Stored data entries
★ ★ ★ ★ ★ ★ ★

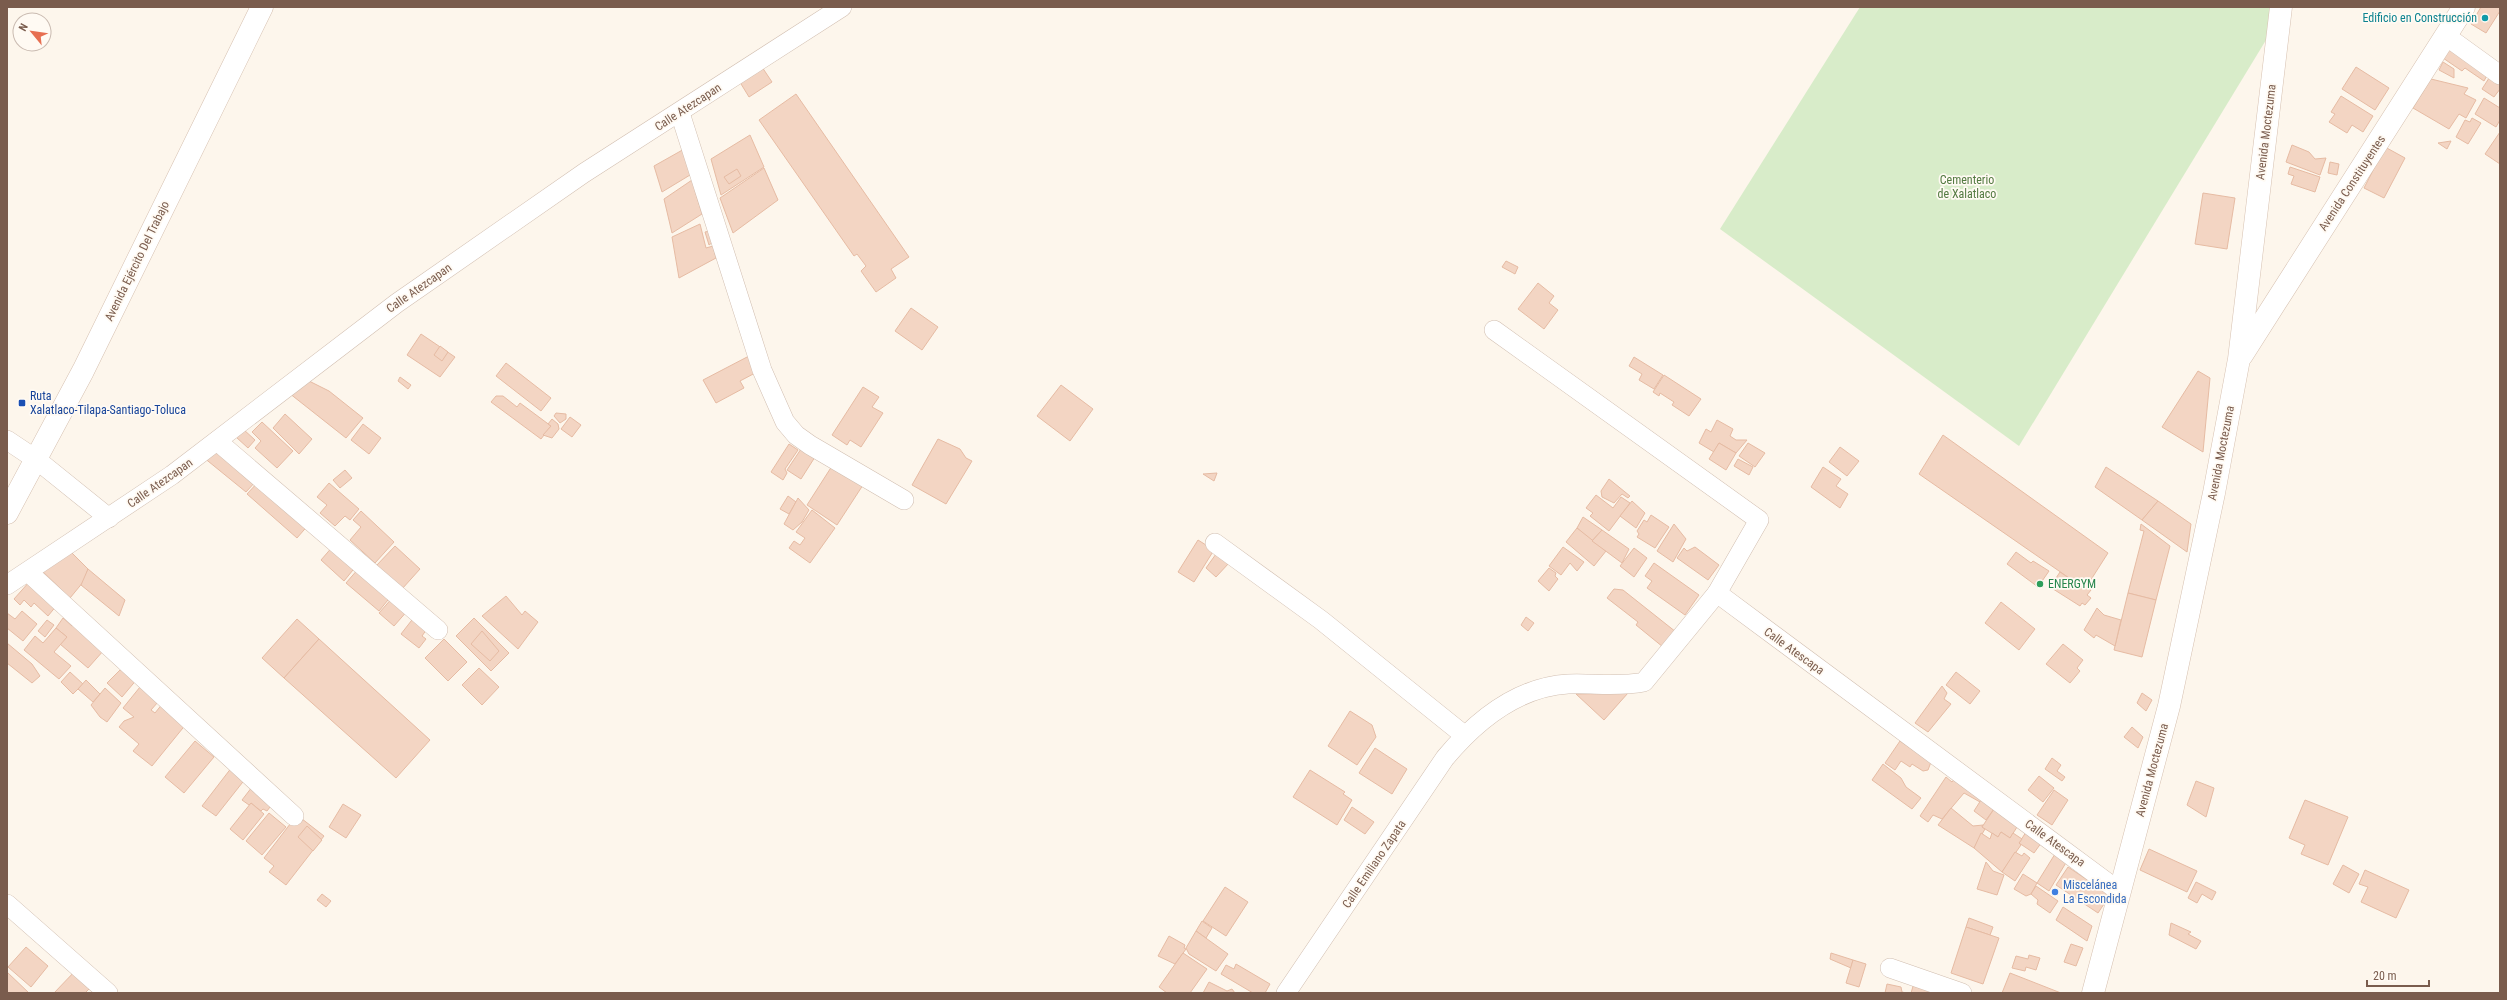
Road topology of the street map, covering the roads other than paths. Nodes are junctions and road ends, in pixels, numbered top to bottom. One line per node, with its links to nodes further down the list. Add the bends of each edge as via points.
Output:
1 (262, 7): 12 (main road, Avenida Ejército Del Trabajo)
2 (842, 7): 7 (street, Calle Atezcapan)
3 (2281, 7): 9 (main road, Avenida Moctezuma)
4 (2464, 7): 5 (main road, Avenida Constituyentes)
5 (2446, 36): 6 (street); 9 (main road, Avenida Constituyentes)
6 (2500, 76)
7 (680, 113): 11 (street, Calle Atezcapan, via 584,173 397,303); 13 (street, via 762,370 785,422 796,435 810,445)
8 (1494, 330): 19 (street, via 1759,520)
9 (2239, 359): 23 (main road, Avenida Moctezuma, via 2169,706)
10 (7, 440): 12 (street)
11 (217, 441): 15 (street, Calle Atezcapan, via 172,476); 20 (street)
12 (37, 460): 14 (main road, Avenida Ejército Del Trabajo); 15 (street)
13 (904, 500)
14 (7, 513)
15 (109, 518): 17 (street, Calle Atezcapan)
16 (1215, 543): 21 (street, via 1321,620)
17 (28, 572): 18 (street, Calle Atezcapan); 22 (street)
18 (7, 585)
19 (1717, 594): 21 (street, via 1644,682 1625,686 1567,684 1533,690 1501,707); 23 (street, Calle Atescapa)
20 (438, 630)
21 (1464, 736): 27 (street, Calle Emiliano Zapata, via 1445,758)
22 (294, 816)
23 (2120, 892): 29 (main road, Avenida Moctezuma)
24 (7, 904): 26 (street)
25 (1890, 968): 28 (street)
26 (108, 993)
27 (1286, 993)
28 (1962, 993)
29 (2094, 993)

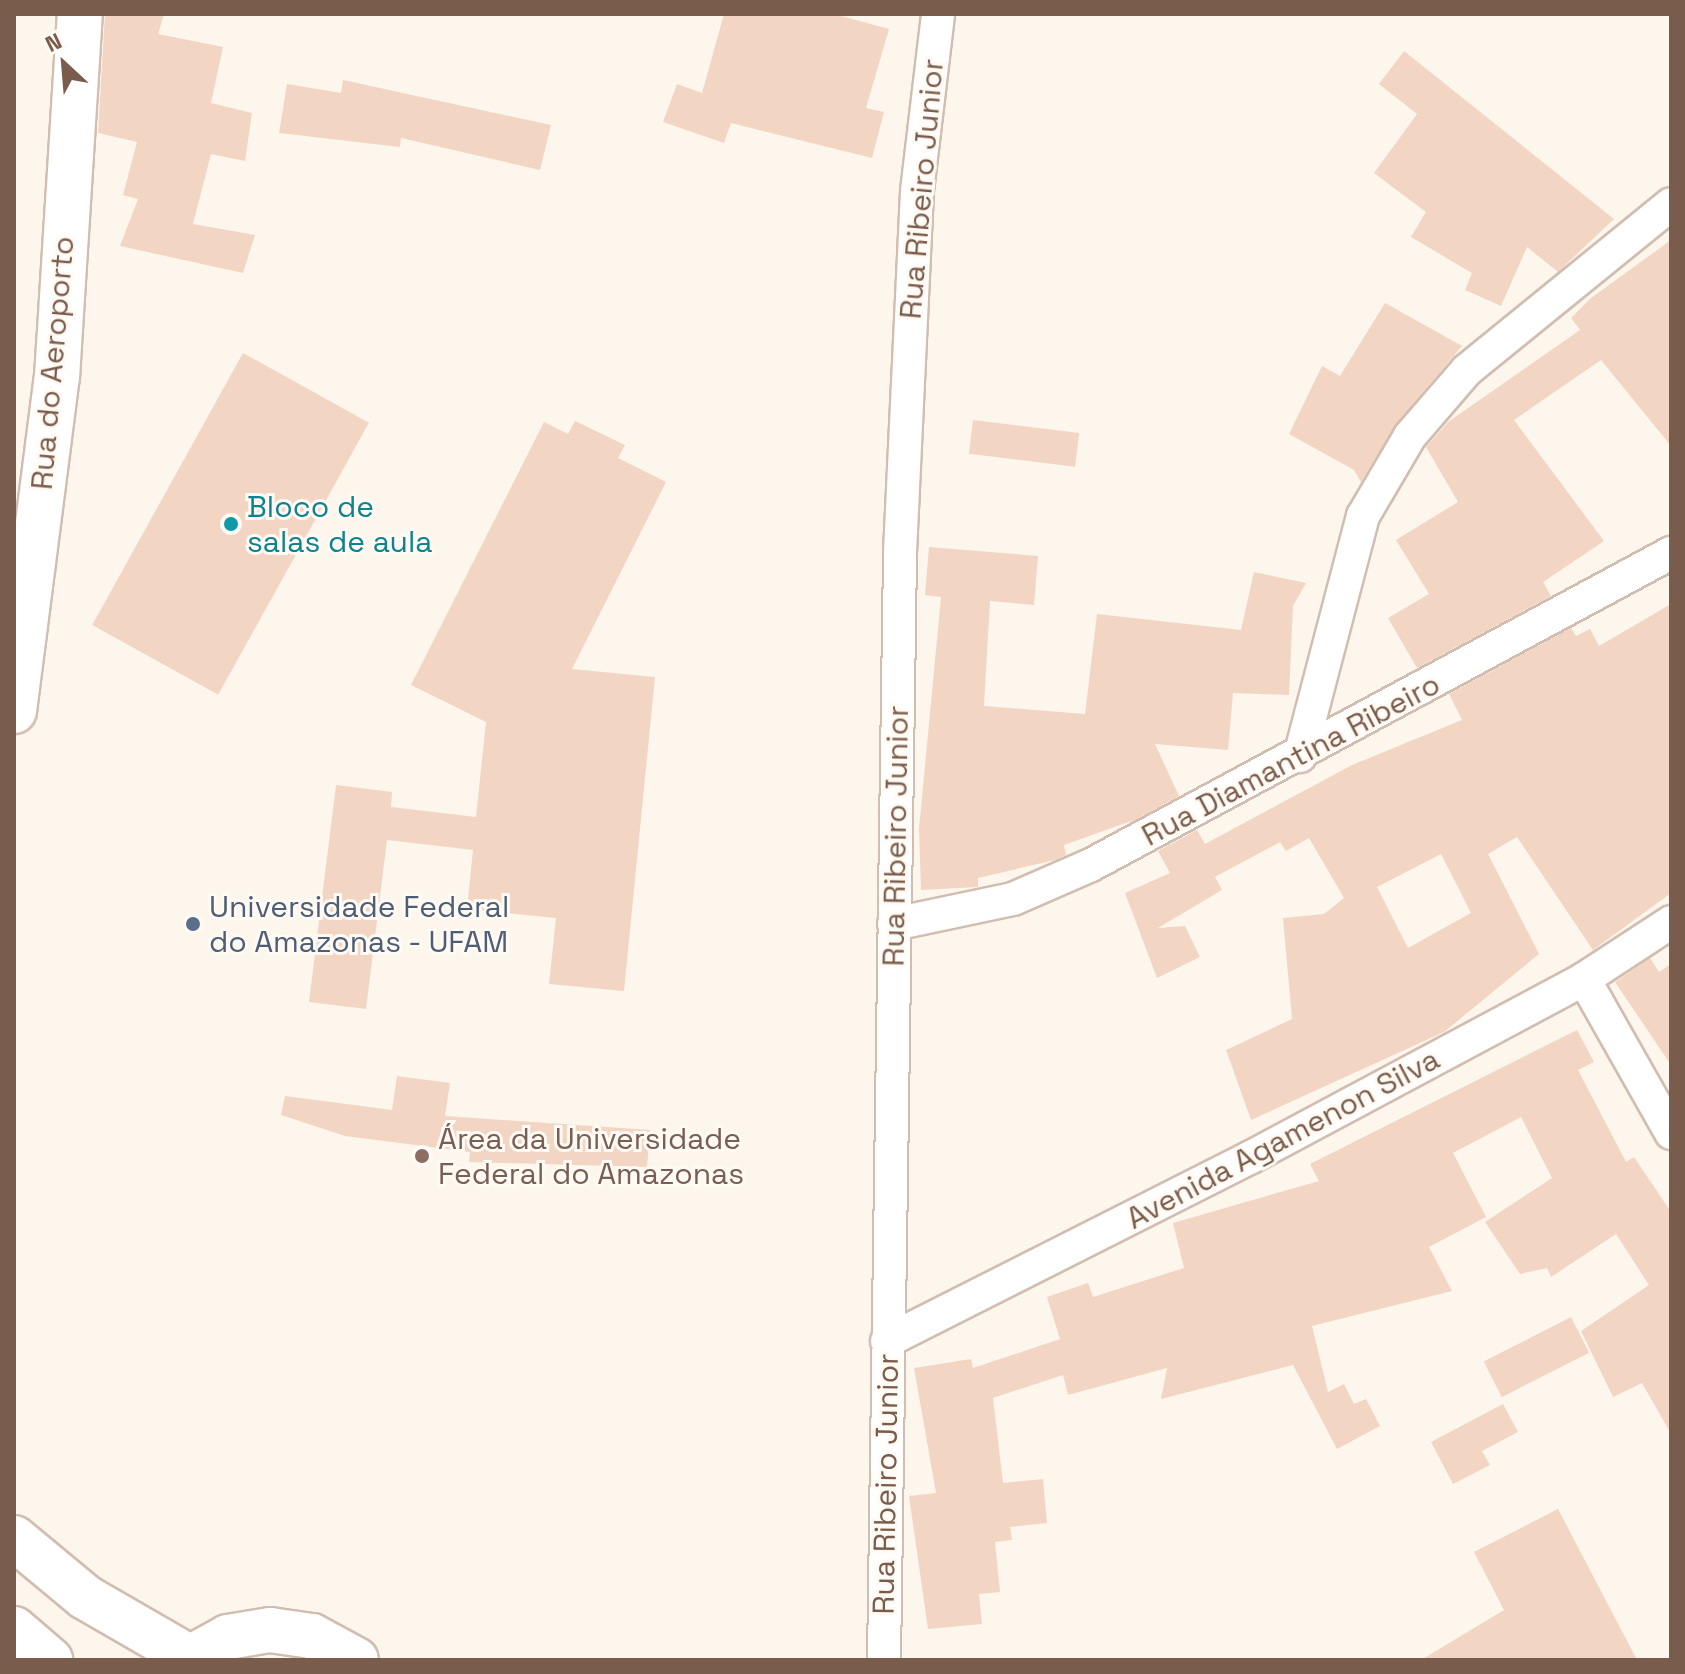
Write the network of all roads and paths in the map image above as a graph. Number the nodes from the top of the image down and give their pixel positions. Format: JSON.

★ ★ ★ ★ ★ ★ ★

Exercise brief
Exclude the pictures and give back the rest of the data above exactly as written.

Your response
Road topology of the street map, covering the roads other than paths. Nodes are junctions and road ends, in pixels, numbered top to bottom. One line per node, with its links to nodes further down the list. Add the bends of each edge as via points.
Output:
1 (262, 7): 12 (main road, Avenida Ejército Del Trabajo)
2 (842, 7): 7 (street, Calle Atezcapan)
3 (2281, 7): 9 (main road, Avenida Moctezuma)
4 (2464, 7): 5 (main road, Avenida Constituyentes)
5 (2446, 36): 6 (street); 9 (main road, Avenida Constituyentes)
6 (2500, 76)
7 (680, 113): 11 (street, Calle Atezcapan, via 584,173 397,303); 13 (street, via 762,370 785,422 796,435 810,445)
8 (1494, 330): 19 (street, via 1759,520)
9 (2239, 359): 23 (main road, Avenida Moctezuma, via 2169,706)
10 (7, 440): 12 (street)
11 (217, 441): 15 (street, Calle Atezcapan, via 172,476); 20 (street)
12 (37, 460): 14 (main road, Avenida Ejército Del Trabajo); 15 (street)
13 (904, 500)
14 (7, 513)
15 (109, 518): 17 (street, Calle Atezcapan)
16 (1215, 543): 21 (street, via 1321,620)
17 (28, 572): 18 (street, Calle Atezcapan); 22 (street)
18 (7, 585)
19 (1717, 594): 21 (street, via 1644,682 1625,686 1567,684 1533,690 1501,707); 23 (street, Calle Atescapa)
20 (438, 630)
21 (1464, 736): 27 (street, Calle Emiliano Zapata, via 1445,758)
22 (294, 816)
23 (2120, 892): 29 (main road, Avenida Moctezuma)
24 (7, 904): 26 (street)
25 (1890, 968): 28 (street)
26 (108, 993)
27 (1286, 993)
28 (1962, 993)
29 (2094, 993)

Write the network of all roads and paths in the map image above as a graph. Number the nodes from the top of the image down and give their pixel positions. Format: JSON.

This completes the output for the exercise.